Active metabolites of vitamin A and D are well known to act as growth inhibitors in hormone‐related prostate and breast cancers. When various concentrations of 1α,25‐dihydroxyvitamin D3 (vitamin D3), all‐trans‐retinoic acid (ATRA) and 9‐cis retinoic acid (9‐cis RA) were examined, the androgen‐stimulated growth of mouse mammary carcinoma SC‐3 cells was inhibited by vitamin D3 alone in a dose‐dependent manner. A flow cytometer analysis showed that vitamin D3 leads SC‐3 cells to relative G1‐growth arrest after 72 h. Characterization of vitamin D3‐responsive genes using an oligonucleotide microarray demonstrated that 220 genes were upregulated at more than threefold, and 84 genes were downregulated to less than one‐third, compared with the testosterone‐stimulated SC‐3 cells. Neither cyclin‐dependent kinase inhibitors (CDKIs) nor the antiapoptotic bcl‐2 gene were induced in vitamin D3‐responsive genes, with the exception of a slight induction of p15^INK4B^. Importantly, fgf8 was markedly repressed in response to vitamin D3. The exogenous addition of FGF8 canceled the growth suppression by vitamin D3 in SC‐3 cells, suggesting that the repression of fgf8 is an indispensable step in vitamin D3‐mediated growth inhibition.
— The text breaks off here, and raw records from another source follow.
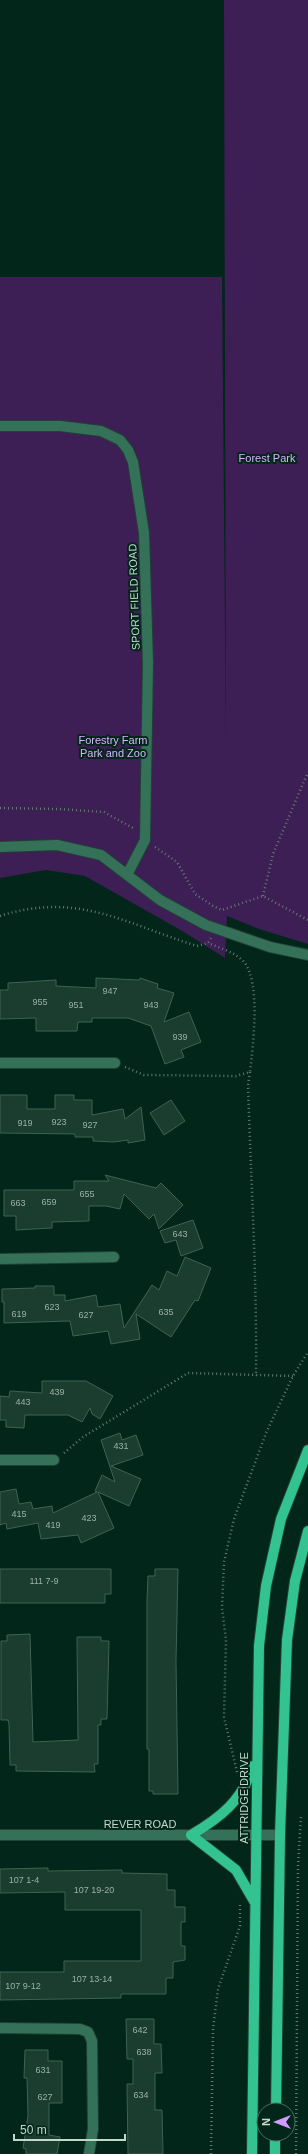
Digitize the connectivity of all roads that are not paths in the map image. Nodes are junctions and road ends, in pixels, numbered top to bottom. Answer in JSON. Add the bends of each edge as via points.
{"nodes":[{"id":1,"x":0,"y":426,"type":"edge"},
{"id":2,"x":0,"y":847,"type":"edge"},
{"id":3,"x":127,"y":875,"type":"junction"},
{"id":4,"x":308,"y":955,"type":"edge"},
{"id":5,"x":0,"y":1062,"type":"edge"},
{"id":6,"x":114,"y":1063,"type":"road end"},
{"id":7,"x":114,"y":1257,"type":"dead end"},
{"id":8,"x":0,"y":1259,"type":"edge"},
{"id":9,"x":308,"y":1450,"type":"edge"},
{"id":10,"x":0,"y":1460,"type":"edge"},
{"id":11,"x":54,"y":1460,"type":"road end"},
{"id":12,"x":308,"y":1531,"type":"edge"},
{"id":13,"x":256,"y":1757,"type":"junction"},
{"id":14,"x":256,"y":1834,"type":"junction"},
{"id":15,"x":0,"y":1835,"type":"edge"},
{"id":16,"x":191,"y":1835,"type":"junction"},
{"id":17,"x":280,"y":1835,"type":"junction"},
{"id":18,"x":254,"y":1902,"type":"junction"},
{"id":19,"x":0,"y":2028,"type":"edge"},
{"id":20,"x":276,"y":2102,"type":"edge"},
{"id":21,"x":275,"y":2142,"type":"edge"},
{"id":22,"x":89,"y":2154,"type":"edge"},
{"id":23,"x":252,"y":2154,"type":"edge"},
{"id":24,"x":275,"y":2154,"type":"edge"}],
"edges":[{"from":1,"to":3,"type":"street","name":"SPORT FIELD ROAD","via":[[60,426],[101,431],[120,440],[133,462],[144,533],[148,663],[145,840]]},
{"from":2,"to":3,"type":"street","via":[[57,845],[101,855]]},
{"from":3,"to":4,"type":"street","via":[[160,900],[216,928],[270,947]]},
{"from":5,"to":6,"type":"street"},
{"from":7,"to":8,"type":"street"},
{"from":9,"to":13,"type":"main road","name":"ATTRIDGE DRIVE","via":[[281,1519],[266,1586],[259,1646]]},
{"from":10,"to":11,"type":"street"},
{"from":12,"to":17,"type":"main road","via":[[295,1581],[287,1640]]},
{"from":13,"to":14,"type":"main road","name":"ATTRIDGE DRIVE"},
{"from":13,"to":16,"type":"main road","via":[[251,1776],[236,1802],[214,1821]]},
{"from":14,"to":16,"type":"street","name":"REVER ROAD"},
{"from":14,"to":17,"type":"street","name":"REVER ROAD"},
{"from":14,"to":18,"type":"main road","name":"ATTRIDGE DRIVE"},
{"from":15,"to":16,"type":"street","name":"REVER ROAD"},
{"from":16,"to":18,"type":"main road","via":[[236,1870]]},
{"from":17,"to":20,"type":"main road"},
{"from":18,"to":23,"type":"main road","name":"ATTRIDGE DRIVE"},
{"from":19,"to":22,"type":"street","via":[[80,2029],[88,2032],[92,2041],[93,2130]]},
{"from":21,"to":24,"type":"main road"}]}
In reporter assays using the ARE‐containing artificial construct and the natural androgen‐regulated PSA promoter, co‐transfection of the vitamin D receptor (VDR) and androgen receptor (AR) suppressed AR‐stimulated promoter activity. In addition, vitamin D3 also suppressed androgen‐stimulated promoter activity in the stably transfected SC‐3 cells. Moreover, VDR repressed the core promoter activity of fgf8 in COS1 cells and in the SC‐3 cells. All these findings strongly suggest that vitamin D3 serves as a negative regulator for both androgen‐related and fgf8 transcriptions. J. Cell. Physiol. © 2006 Wiley‐Liss, Inc.